[Data for the task]
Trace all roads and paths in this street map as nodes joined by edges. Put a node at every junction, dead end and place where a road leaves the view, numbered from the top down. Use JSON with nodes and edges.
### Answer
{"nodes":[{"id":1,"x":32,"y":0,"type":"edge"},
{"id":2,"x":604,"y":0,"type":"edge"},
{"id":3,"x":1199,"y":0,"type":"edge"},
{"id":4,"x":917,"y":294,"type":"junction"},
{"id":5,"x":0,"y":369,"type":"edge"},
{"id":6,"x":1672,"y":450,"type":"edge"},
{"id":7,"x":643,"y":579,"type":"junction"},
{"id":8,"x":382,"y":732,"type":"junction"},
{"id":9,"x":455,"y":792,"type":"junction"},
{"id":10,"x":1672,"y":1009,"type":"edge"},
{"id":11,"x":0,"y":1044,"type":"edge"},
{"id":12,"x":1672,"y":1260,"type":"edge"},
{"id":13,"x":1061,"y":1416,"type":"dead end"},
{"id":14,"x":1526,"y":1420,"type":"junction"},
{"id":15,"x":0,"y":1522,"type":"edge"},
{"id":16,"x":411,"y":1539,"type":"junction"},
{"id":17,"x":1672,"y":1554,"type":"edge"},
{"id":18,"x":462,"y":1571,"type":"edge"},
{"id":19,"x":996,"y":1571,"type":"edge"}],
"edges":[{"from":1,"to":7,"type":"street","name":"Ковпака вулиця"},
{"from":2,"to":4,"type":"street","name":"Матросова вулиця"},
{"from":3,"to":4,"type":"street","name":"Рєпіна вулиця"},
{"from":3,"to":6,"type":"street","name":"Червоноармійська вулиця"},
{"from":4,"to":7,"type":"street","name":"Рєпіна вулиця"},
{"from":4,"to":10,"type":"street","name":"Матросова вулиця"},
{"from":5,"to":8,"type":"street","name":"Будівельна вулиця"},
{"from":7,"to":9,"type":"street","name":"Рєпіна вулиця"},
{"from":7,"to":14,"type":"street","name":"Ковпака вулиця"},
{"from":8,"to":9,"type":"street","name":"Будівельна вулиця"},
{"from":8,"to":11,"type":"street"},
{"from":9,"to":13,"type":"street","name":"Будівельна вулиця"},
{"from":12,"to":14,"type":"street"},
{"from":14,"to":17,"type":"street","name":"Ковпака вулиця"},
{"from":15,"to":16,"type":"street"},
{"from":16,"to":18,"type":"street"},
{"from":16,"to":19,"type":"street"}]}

[Directions] Each entry in the data should be restated exactly as it was written.

[Response below]
Trace all roads and paths in this street map as nodes joined by edges. Put a node at every junction, dead end and place where a road leaves the view, numbered from the top down. Use JSON with nodes and edges.
### Answer
{"nodes":[{"id":1,"x":32,"y":0,"type":"edge"},
{"id":2,"x":604,"y":0,"type":"edge"},
{"id":3,"x":1199,"y":0,"type":"edge"},
{"id":4,"x":917,"y":294,"type":"junction"},
{"id":5,"x":0,"y":369,"type":"edge"},
{"id":6,"x":1672,"y":450,"type":"edge"},
{"id":7,"x":643,"y":579,"type":"junction"},
{"id":8,"x":382,"y":732,"type":"junction"},
{"id":9,"x":455,"y":792,"type":"junction"},
{"id":10,"x":1672,"y":1009,"type":"edge"},
{"id":11,"x":0,"y":1044,"type":"edge"},
{"id":12,"x":1672,"y":1260,"type":"edge"},
{"id":13,"x":1061,"y":1416,"type":"dead end"},
{"id":14,"x":1526,"y":1420,"type":"junction"},
{"id":15,"x":0,"y":1522,"type":"edge"},
{"id":16,"x":411,"y":1539,"type":"junction"},
{"id":17,"x":1672,"y":1554,"type":"edge"},
{"id":18,"x":462,"y":1571,"type":"edge"},
{"id":19,"x":996,"y":1571,"type":"edge"}],
"edges":[{"from":1,"to":7,"type":"street","name":"Ковпака вулиця"},
{"from":2,"to":4,"type":"street","name":"Матросова вулиця"},
{"from":3,"to":4,"type":"street","name":"Рєпіна вулиця"},
{"from":3,"to":6,"type":"street","name":"Червоноармійська вулиця"},
{"from":4,"to":7,"type":"street","name":"Рєпіна вулиця"},
{"from":4,"to":10,"type":"street","name":"Матросова вулиця"},
{"from":5,"to":8,"type":"street","name":"Будівельна вулиця"},
{"from":7,"to":9,"type":"street","name":"Рєпіна вулиця"},
{"from":7,"to":14,"type":"street","name":"Ковпака вулиця"},
{"from":8,"to":9,"type":"street","name":"Будівельна вулиця"},
{"from":8,"to":11,"type":"street"},
{"from":9,"to":13,"type":"street","name":"Будівельна вулиця"},
{"from":12,"to":14,"type":"street"},
{"from":14,"to":17,"type":"street","name":"Ковпака вулиця"},
{"from":15,"to":16,"type":"street"},
{"from":16,"to":18,"type":"street"},
{"from":16,"to":19,"type":"street"}]}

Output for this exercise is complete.